▸ ASSIGNMENT
In the entries, find all lines that hold the word "pinky" and copy them.

▸ Pixel coordinate listings
######

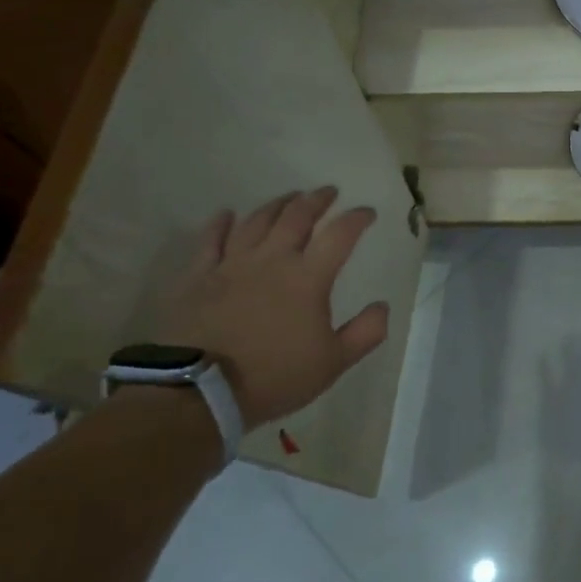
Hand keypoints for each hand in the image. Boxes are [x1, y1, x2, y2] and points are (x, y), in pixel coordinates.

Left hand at [155, 187, 389, 425]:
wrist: (199, 390)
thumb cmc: (274, 376)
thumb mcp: (333, 363)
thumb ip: (365, 332)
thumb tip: (382, 306)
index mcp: (308, 277)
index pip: (340, 235)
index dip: (357, 219)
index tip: (367, 212)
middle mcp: (272, 259)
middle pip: (297, 216)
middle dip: (316, 200)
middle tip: (328, 192)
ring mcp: (231, 264)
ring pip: (256, 221)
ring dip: (277, 204)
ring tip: (289, 197)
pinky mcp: (198, 276)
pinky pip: (210, 240)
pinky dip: (220, 223)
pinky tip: (226, 214)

######

▸ RESPONSE TO THIS EXERCISE
pinky mcp: (198, 276)
pinky pip: (210, 240)
pinky dip: (220, 223)
pinky tip: (226, 214)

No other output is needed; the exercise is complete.